# Task material
*-*-*

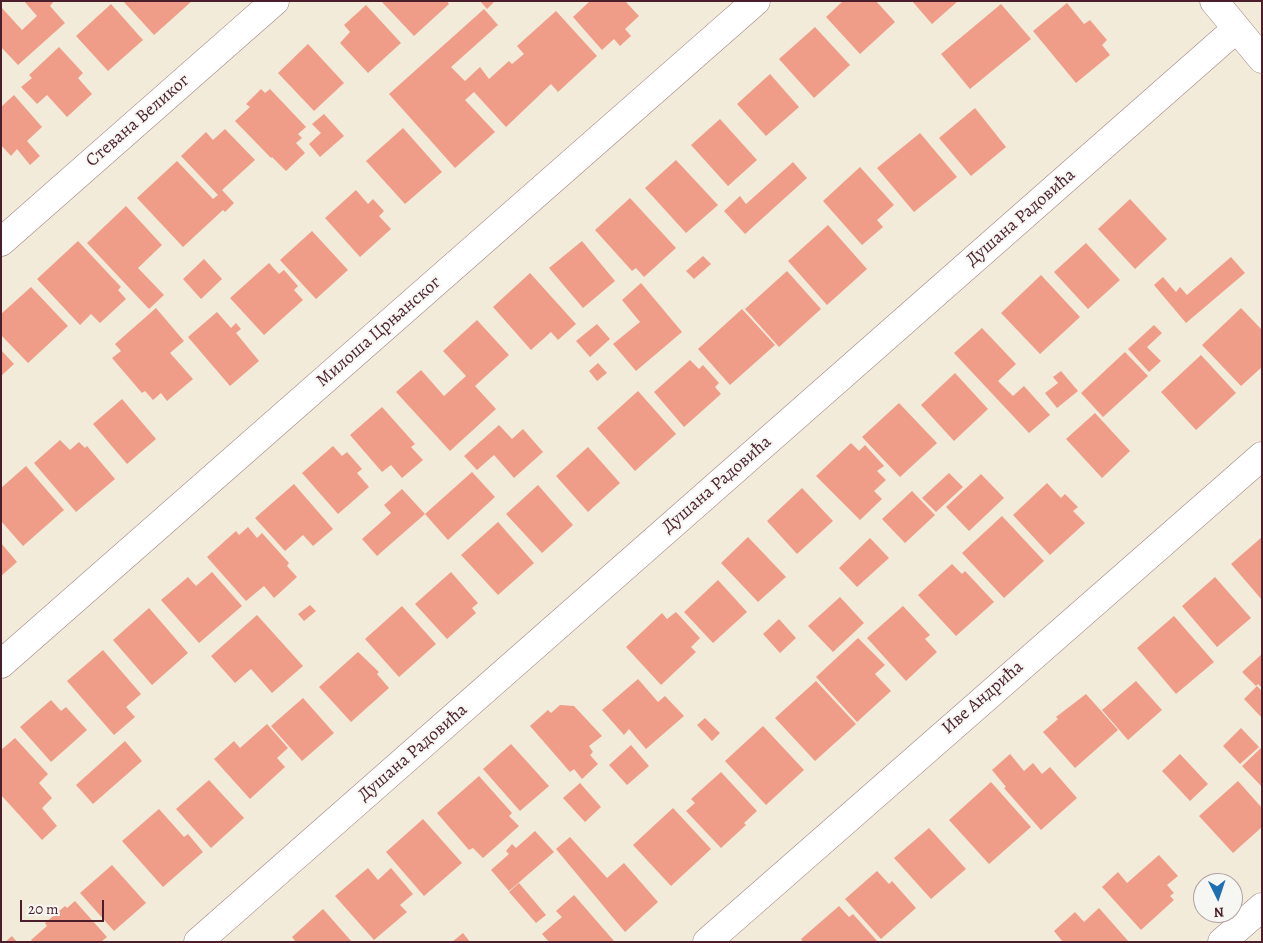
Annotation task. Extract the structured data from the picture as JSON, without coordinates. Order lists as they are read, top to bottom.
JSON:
{
  "streets": {
    "street": [
      "Стевана Великог",
      "Душана Радовића",
      "Милоша Црњанског",
      "Иве Андрића"
    ]
  },
  "scale_bar": "20 m",
  "north": "bottom"
}
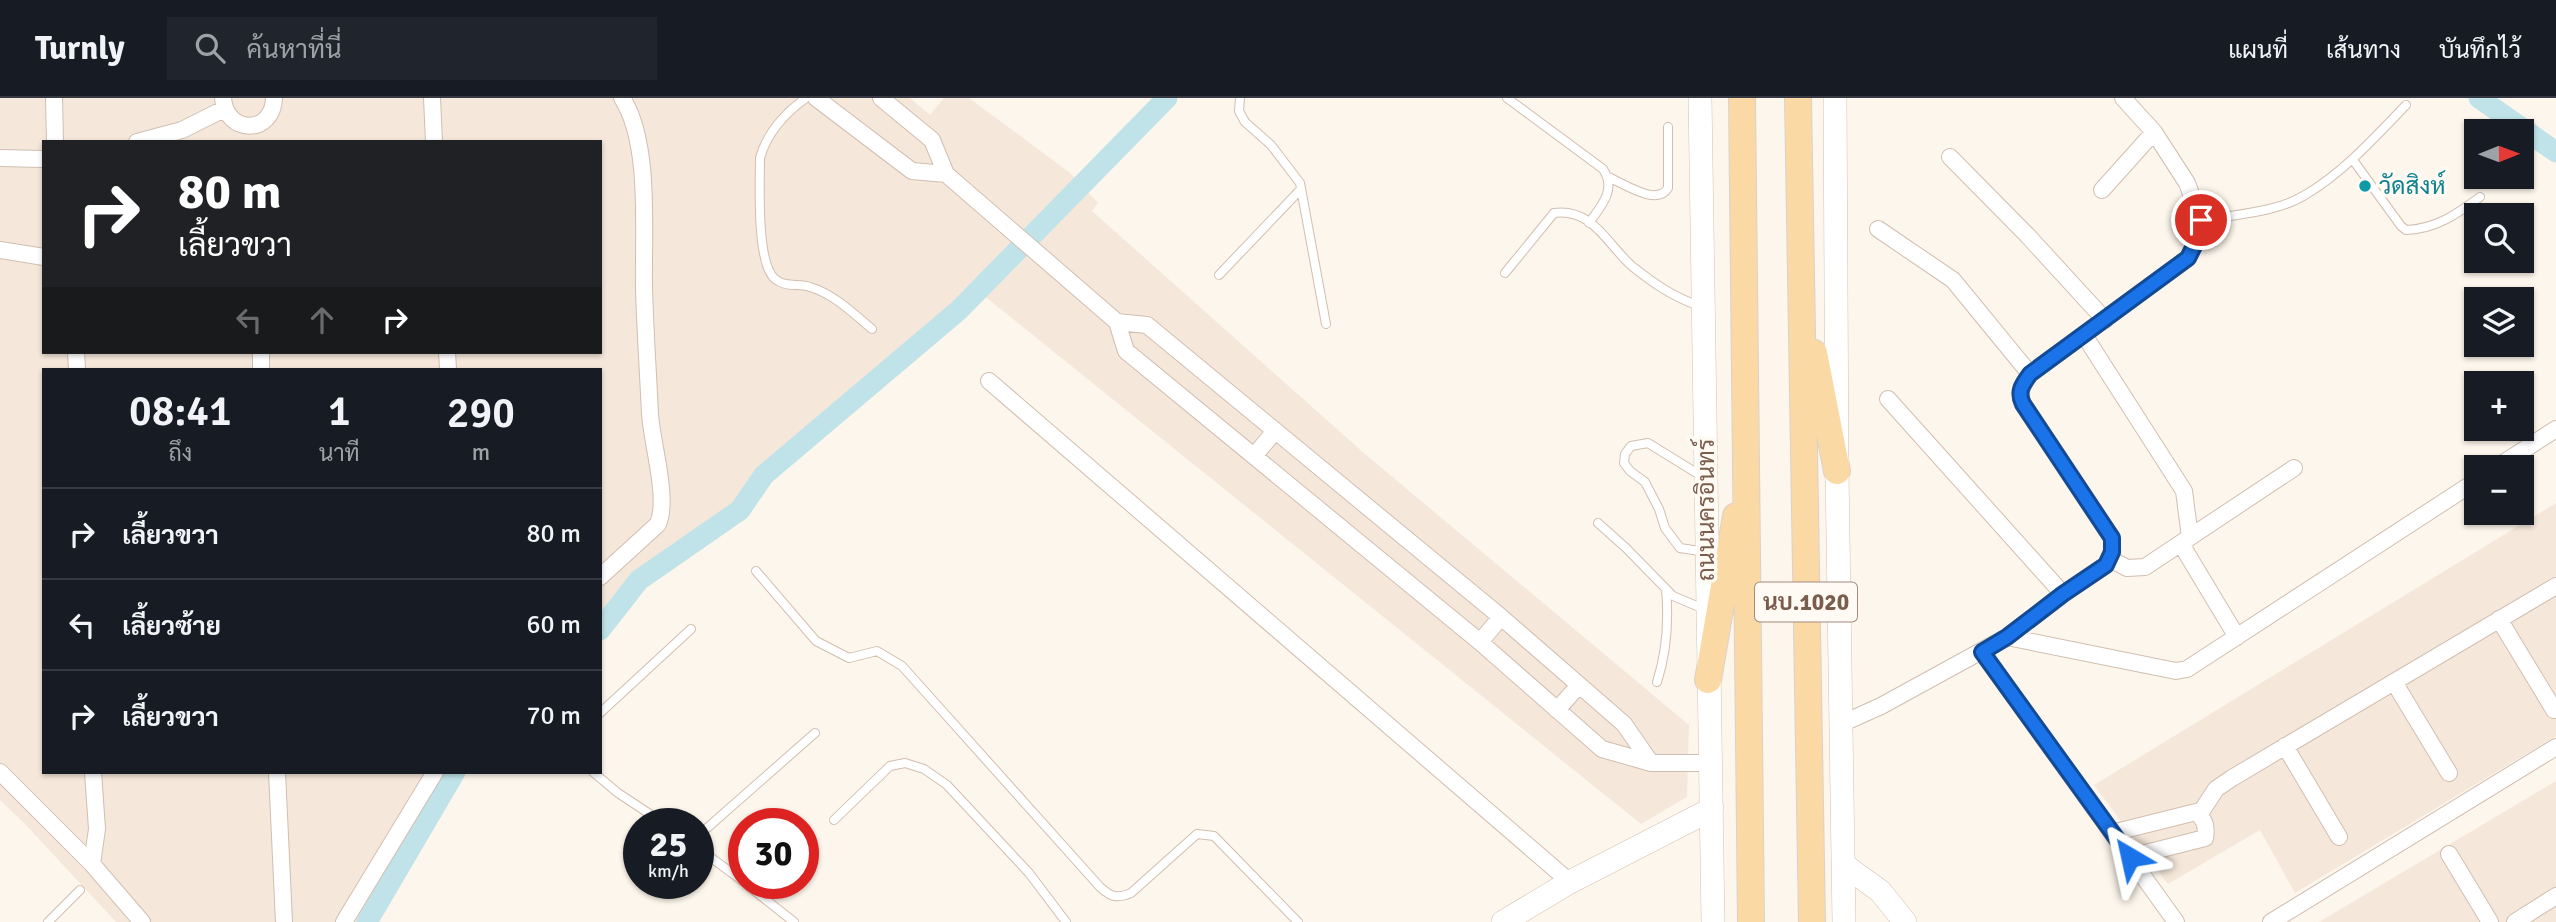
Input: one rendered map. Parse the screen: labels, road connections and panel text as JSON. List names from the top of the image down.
{
  "streets": {
    "main road": ["ถนนนครอินทร์", "นบ.1020"]
  },
  "places": ["วัดสิงห์"],
  "north": "right",
  "page": {
    "header": "Turnly",
    "search": "ค้นหาที่นี่",
    "nav": ["แผนที่", "เส้นทาง", "บันทึกไว้"],
    "map_buttons": ["+", "−"],
    "turn": ["80 m", "เลี้ยวขวา"],
    "eta": [
      "08:41",
      "ถึง",
      "1",
      "นาที",
      "290",
      "m"
    ],
    "list": [
      {
        "name": "เลี้ยวขวา",
        "value": "80 m"
      },
      {
        "name": "เลี้ยวซ้าย",
        "value": "60 m"
      },
      {
        "name": "เลี้ยวขวา",
        "value": "70 m"
      }
    ],
    "speed": "25 km/h",
    "limit": "30"
  }
}
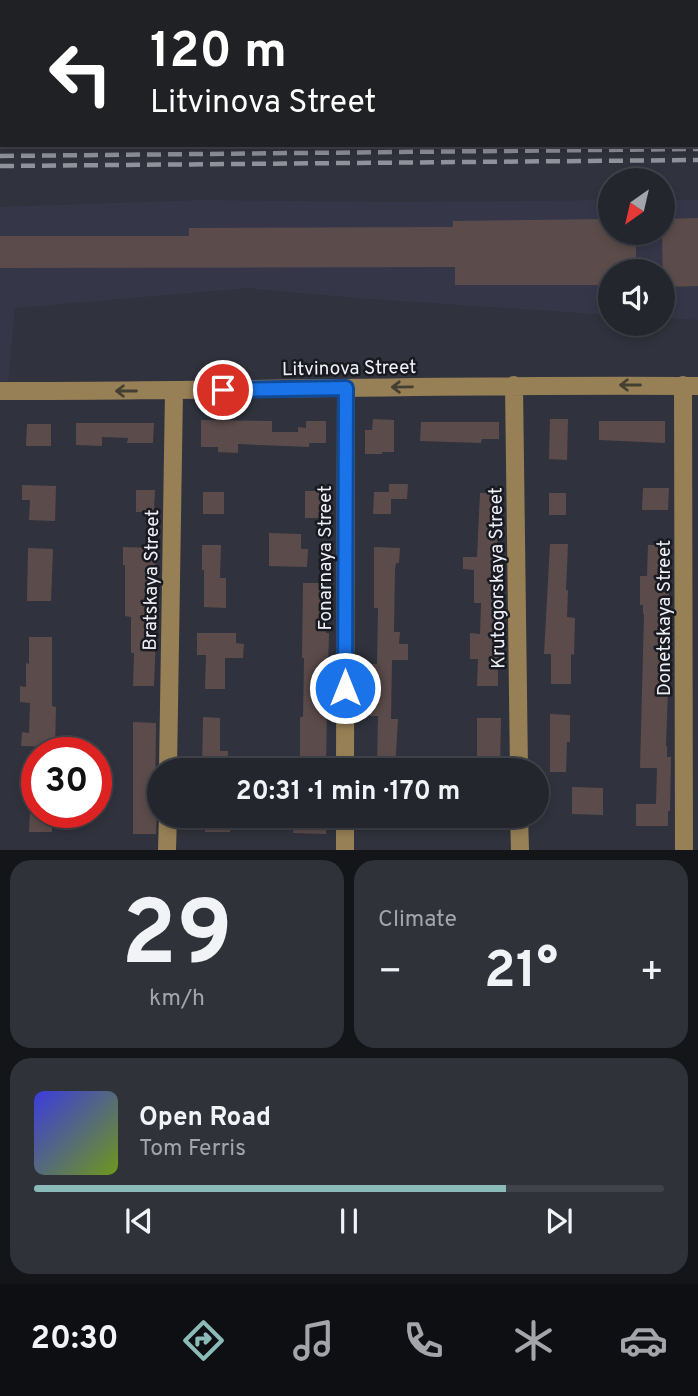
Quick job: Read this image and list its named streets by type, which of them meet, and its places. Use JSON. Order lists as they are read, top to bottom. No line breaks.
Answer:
{"streets":{"street":["Litvinova Street","Fonarnaya Street","Krutogorskaya Street","Bratskaya Street","Donetskaya Street"]},"crossings":[["Litvinova Street","Fonarnaya Street"],["Litvinova Street","Krutogorskaya Street"],["Litvinova Street","Bratskaya Street"],["Litvinova Street","Donetskaya Street"]],"one_way":["Litvinova Street"],"north":"bottom left","page":{"turn":["120 m","Litvinova Street"],"limit":"30","trip":"20:31 · 1 min · 170 m","tile":[["29","km/h"],"Climate"],"heat":["−","21°","+"],"song":["Open Road","Tom Ferris"],"tabs":"20:30"}}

*-*-*

# Work instruction
Report all lines in the listing above that contain the word "Order".

# Written answer
Annotation task. Extract the structured data from the picture as JSON, without coordinates. Order lists as they are read, top to bottom.
Quick job: Read this image and list its named streets by type, which of them meet, and its places. Use JSON. Order lists as they are read, top to bottom. No line breaks.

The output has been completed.